The records
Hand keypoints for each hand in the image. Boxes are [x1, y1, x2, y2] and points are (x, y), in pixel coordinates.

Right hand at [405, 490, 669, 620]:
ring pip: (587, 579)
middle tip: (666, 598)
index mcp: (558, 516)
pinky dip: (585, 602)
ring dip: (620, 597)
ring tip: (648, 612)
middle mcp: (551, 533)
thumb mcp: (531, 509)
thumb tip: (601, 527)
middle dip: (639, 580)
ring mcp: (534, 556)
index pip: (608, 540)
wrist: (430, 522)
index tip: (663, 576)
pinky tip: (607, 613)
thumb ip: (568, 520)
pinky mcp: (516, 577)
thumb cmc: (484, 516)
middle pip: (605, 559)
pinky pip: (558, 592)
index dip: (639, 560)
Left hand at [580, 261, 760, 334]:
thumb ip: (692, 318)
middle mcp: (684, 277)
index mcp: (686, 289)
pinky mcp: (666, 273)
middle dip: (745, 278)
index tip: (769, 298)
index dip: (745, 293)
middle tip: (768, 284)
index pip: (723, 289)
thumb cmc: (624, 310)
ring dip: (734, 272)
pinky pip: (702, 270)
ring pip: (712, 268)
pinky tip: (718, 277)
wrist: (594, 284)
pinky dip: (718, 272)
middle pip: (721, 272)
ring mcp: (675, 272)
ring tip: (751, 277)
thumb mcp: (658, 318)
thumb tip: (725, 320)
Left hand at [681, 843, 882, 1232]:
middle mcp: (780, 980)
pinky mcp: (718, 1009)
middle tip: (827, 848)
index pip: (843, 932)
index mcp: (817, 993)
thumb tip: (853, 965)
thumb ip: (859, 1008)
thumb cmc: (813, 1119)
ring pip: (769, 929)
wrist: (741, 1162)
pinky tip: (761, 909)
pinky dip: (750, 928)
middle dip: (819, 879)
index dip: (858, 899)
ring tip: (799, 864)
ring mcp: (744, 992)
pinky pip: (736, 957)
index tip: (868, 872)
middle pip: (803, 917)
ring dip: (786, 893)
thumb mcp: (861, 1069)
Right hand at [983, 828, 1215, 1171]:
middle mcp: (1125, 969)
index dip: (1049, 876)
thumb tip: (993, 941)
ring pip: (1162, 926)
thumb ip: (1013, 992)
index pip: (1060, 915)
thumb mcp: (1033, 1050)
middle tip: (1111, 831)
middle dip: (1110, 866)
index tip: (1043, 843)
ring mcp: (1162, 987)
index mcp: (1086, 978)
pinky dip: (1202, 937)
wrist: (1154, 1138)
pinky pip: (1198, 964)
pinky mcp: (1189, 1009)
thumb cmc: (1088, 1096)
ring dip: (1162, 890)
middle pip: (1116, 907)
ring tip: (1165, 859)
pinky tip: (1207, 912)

==

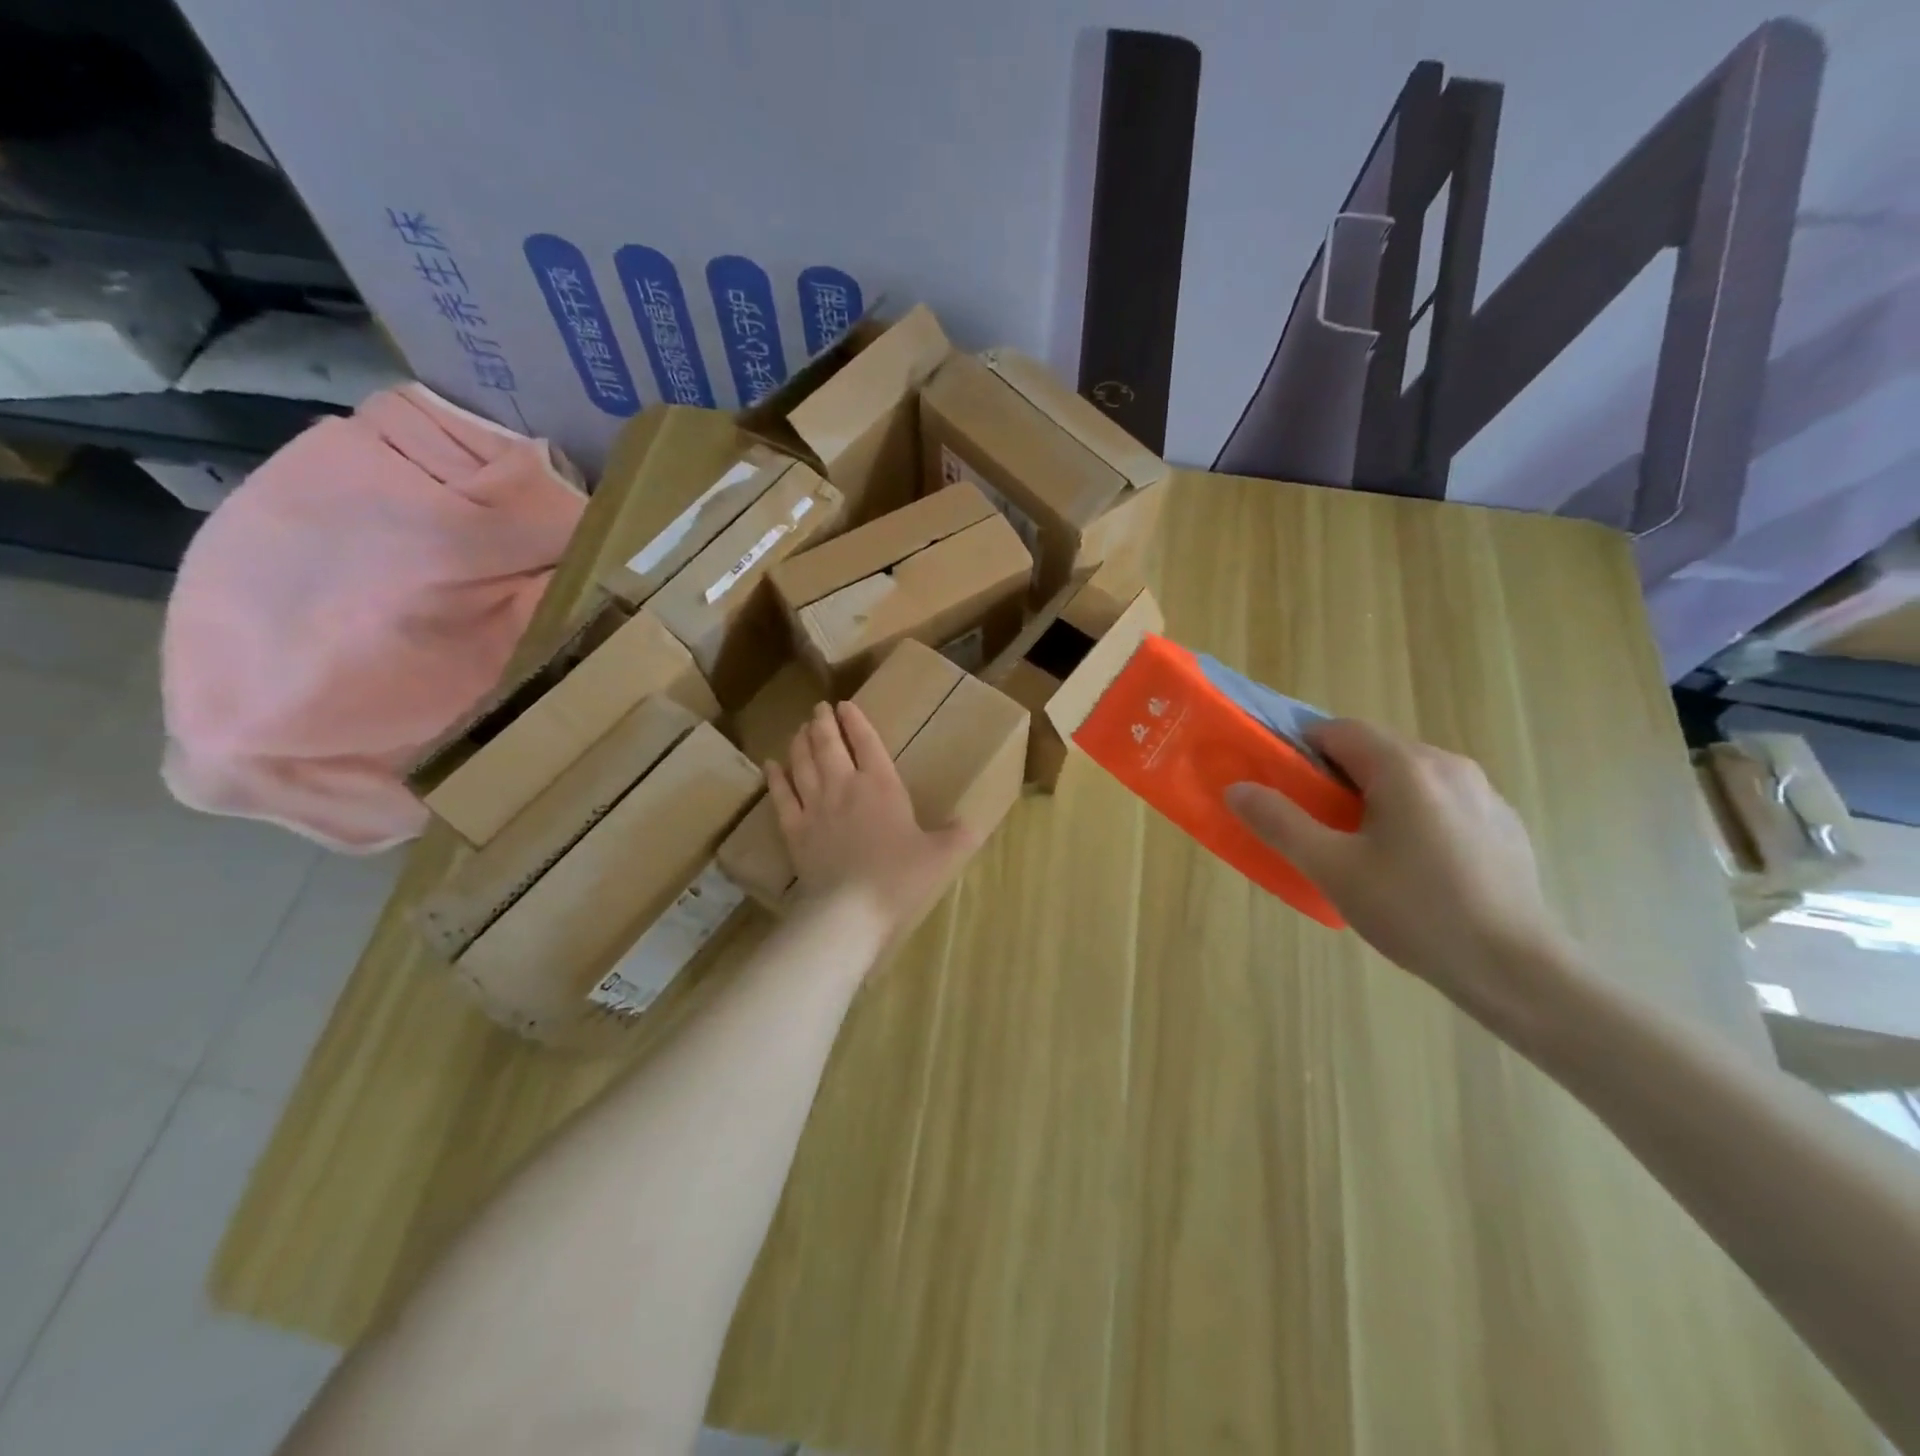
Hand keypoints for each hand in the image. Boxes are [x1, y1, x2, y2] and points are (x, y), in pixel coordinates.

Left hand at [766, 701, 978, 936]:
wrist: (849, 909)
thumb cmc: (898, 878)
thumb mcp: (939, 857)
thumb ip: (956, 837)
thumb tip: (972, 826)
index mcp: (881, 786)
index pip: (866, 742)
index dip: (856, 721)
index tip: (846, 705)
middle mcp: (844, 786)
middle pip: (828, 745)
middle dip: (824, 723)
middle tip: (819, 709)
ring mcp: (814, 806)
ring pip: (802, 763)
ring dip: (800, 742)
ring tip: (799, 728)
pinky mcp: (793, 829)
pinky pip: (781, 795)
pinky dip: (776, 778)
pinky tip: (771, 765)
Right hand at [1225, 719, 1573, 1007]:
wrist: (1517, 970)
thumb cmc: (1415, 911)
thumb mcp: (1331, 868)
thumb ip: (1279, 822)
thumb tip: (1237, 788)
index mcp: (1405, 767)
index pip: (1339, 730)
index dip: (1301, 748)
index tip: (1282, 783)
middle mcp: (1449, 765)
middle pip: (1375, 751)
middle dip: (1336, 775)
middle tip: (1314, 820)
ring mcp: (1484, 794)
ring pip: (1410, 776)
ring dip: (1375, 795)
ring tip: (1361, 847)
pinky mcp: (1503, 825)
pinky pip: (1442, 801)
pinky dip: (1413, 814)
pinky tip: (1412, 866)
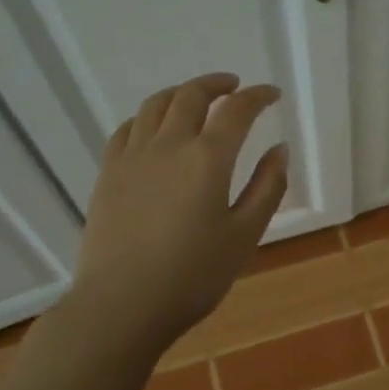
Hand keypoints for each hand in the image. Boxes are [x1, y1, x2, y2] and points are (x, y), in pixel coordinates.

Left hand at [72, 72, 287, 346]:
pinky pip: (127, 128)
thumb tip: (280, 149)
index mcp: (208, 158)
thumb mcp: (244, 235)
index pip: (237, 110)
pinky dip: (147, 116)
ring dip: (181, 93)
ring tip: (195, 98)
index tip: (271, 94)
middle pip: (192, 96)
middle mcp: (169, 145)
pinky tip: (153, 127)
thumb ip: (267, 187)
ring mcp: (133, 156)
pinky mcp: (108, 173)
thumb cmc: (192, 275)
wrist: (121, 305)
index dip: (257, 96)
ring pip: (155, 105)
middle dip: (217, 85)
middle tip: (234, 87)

Exercise directions
Each line above that contains "Right" must be copied out.

Response area
Right hand at [405, 490, 669, 620]:
Right hand at [983, 828, 1215, 1171]:
Right hand at [1225, 719, 1573, 1007]:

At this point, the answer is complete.